I have an html file like below
<div>
<div style="margin-left:0.5em;">
<div class="tiny" style="margin-bottom:0.5em;">
<b><span class="h3color tiny">This review is from: </span>You Meet</b>
</div>
If you know Ron Kaufman as I do ...
<br /><br />Whether you're the CEO....
<br /><br />Written in a distinctive, ...
<br /><br />My advice? Don't just get one copy
<div style="padding-top: 10px; clear: both; width: 100%;"></div>
</div>
<div style="margin-left:0.5em;">
<div class="tiny" style="margin-bottom:0.5em;">
<b><span class="h3color tiny">This review is from: </span>My Review</b>
</div>
I became a fan of Ron Kaufman after reading an earlier book of his years ago...
<div style="padding-top: 10px; clear: both; width: 100%;"></div>
</div>
</div>
I want to get review text which doesnt have any html tag. I am using below code now
foreach (HtmlNode divReview in doc.DocumentNode.SelectNodes(@"//div[@style='margin-left:0.5em;']"))
{
if (divReview != null)
{
review.Add(divReview.Descendants("div").Where(d => d.Attributes.Contains("style") &&
d.Attributes["style"].Value.Contains("padding-top: 10px; clear: both; width: 100%;")).
Select(d =>
d.PreviousSibling.InnerText.Trim()).SingleOrDefault());
}
}
which only return "My advice? Don't just get one copy", how can I get the whole text?
Update: Even if I remove all
"br"
tag from htmlnode, still when use the above code I only get "My advice? Don't just get one copy" part!!! any comment?
I've updated the code to this:
var allText = (reviewDiv.Descendants("div")
.First(div => div.Attributes["style"].Value == "padding-top: 10px; clear: both; width: 100%;")
.SelectNodes("./preceding-sibling::text()") ?? new HtmlNodeCollection(null))
.Select(text => text.InnerText);
This should return an IEnumerable of strings with the text preceding the div with the intricate style.
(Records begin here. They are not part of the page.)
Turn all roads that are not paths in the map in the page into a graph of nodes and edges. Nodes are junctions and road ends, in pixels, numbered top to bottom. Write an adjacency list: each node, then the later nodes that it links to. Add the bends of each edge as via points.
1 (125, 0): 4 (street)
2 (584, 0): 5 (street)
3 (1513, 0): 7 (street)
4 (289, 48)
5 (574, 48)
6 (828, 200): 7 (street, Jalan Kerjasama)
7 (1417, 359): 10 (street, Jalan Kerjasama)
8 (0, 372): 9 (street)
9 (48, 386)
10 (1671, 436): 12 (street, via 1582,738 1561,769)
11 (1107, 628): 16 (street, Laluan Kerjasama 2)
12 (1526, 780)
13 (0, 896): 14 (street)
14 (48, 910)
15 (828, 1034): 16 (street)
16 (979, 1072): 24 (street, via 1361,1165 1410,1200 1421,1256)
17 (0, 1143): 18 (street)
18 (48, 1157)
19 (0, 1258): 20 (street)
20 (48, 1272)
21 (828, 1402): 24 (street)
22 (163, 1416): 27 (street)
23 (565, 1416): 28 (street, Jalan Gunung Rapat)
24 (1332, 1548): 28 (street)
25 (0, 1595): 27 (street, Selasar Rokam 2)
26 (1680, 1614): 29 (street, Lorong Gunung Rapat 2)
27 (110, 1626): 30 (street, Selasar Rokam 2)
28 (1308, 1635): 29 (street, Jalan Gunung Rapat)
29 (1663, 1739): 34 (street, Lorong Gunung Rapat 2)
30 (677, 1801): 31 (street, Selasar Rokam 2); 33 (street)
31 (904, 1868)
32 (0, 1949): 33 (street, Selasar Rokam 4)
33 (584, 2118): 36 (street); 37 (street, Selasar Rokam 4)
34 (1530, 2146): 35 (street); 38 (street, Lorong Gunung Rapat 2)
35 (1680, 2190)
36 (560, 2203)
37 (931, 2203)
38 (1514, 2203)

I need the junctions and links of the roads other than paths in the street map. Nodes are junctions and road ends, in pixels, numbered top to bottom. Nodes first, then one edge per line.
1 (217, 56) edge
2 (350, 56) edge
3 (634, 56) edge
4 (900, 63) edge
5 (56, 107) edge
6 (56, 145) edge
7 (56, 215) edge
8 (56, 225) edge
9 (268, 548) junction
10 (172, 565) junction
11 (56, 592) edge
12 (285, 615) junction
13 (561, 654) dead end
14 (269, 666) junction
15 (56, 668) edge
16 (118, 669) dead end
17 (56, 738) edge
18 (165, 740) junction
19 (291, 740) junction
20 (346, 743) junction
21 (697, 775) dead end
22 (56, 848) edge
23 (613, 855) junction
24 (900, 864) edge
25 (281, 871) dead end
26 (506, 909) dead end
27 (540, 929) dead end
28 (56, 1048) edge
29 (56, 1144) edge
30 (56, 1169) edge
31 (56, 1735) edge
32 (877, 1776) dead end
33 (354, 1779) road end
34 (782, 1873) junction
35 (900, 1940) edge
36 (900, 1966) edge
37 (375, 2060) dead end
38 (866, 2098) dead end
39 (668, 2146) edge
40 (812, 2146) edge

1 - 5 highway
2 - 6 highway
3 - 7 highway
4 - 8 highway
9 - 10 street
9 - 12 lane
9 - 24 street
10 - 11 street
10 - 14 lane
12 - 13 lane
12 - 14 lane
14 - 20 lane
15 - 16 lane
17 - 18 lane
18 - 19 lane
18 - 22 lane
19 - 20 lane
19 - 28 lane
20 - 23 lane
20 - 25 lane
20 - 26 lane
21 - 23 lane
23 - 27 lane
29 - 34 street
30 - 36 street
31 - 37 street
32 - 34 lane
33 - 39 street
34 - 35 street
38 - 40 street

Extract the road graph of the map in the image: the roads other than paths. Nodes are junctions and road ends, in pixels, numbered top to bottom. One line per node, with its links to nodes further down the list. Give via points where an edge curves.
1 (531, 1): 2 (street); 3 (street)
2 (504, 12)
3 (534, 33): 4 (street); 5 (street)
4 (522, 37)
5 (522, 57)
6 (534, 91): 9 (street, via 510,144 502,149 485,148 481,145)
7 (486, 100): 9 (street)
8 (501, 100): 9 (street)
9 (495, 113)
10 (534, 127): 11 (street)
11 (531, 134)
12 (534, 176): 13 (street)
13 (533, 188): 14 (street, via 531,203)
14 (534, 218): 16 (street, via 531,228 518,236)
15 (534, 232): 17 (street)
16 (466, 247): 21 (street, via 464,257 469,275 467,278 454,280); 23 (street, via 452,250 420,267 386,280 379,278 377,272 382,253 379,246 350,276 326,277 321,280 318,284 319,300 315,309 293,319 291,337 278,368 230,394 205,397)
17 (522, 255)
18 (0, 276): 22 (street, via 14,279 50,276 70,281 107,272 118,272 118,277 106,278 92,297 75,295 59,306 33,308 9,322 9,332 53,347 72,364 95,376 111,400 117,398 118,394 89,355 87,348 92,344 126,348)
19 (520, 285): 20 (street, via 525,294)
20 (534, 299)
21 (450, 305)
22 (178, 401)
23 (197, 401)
Without having a little more of the surrounding HTML it's hard to tell whether this is exactly what you're after. I'm currently guessing that you have selected a div and that that div is the direct parent of this whole block of text (given your reference to a reviewDiv). Your HTML sample doesn't seem to contain this piece of HTML, so I'm making a few assumptions here.
With the following input:
<div><div class="tiny" style="margin-bottom:0.5em;"> <b><span class="h3color tiny">This review is from: </span>You Meet</b> </div> If you know Ron Kaufman as I do ... <br /><br />Whether you're the CEO.... <br /><br />Written in a distinctive, ... <br /><br />My advice? Don't just get one copy <div style="padding-top: 10px; clear: both; width: 100%;"></div></div>
It extracts this:
If you know Ron Kaufman as I do ...
Whether you're the CEO....
Written in a distinctive, ...
My advice? Don't just get one copy
To build a single string I used: string extractedText = string.Join("", allText);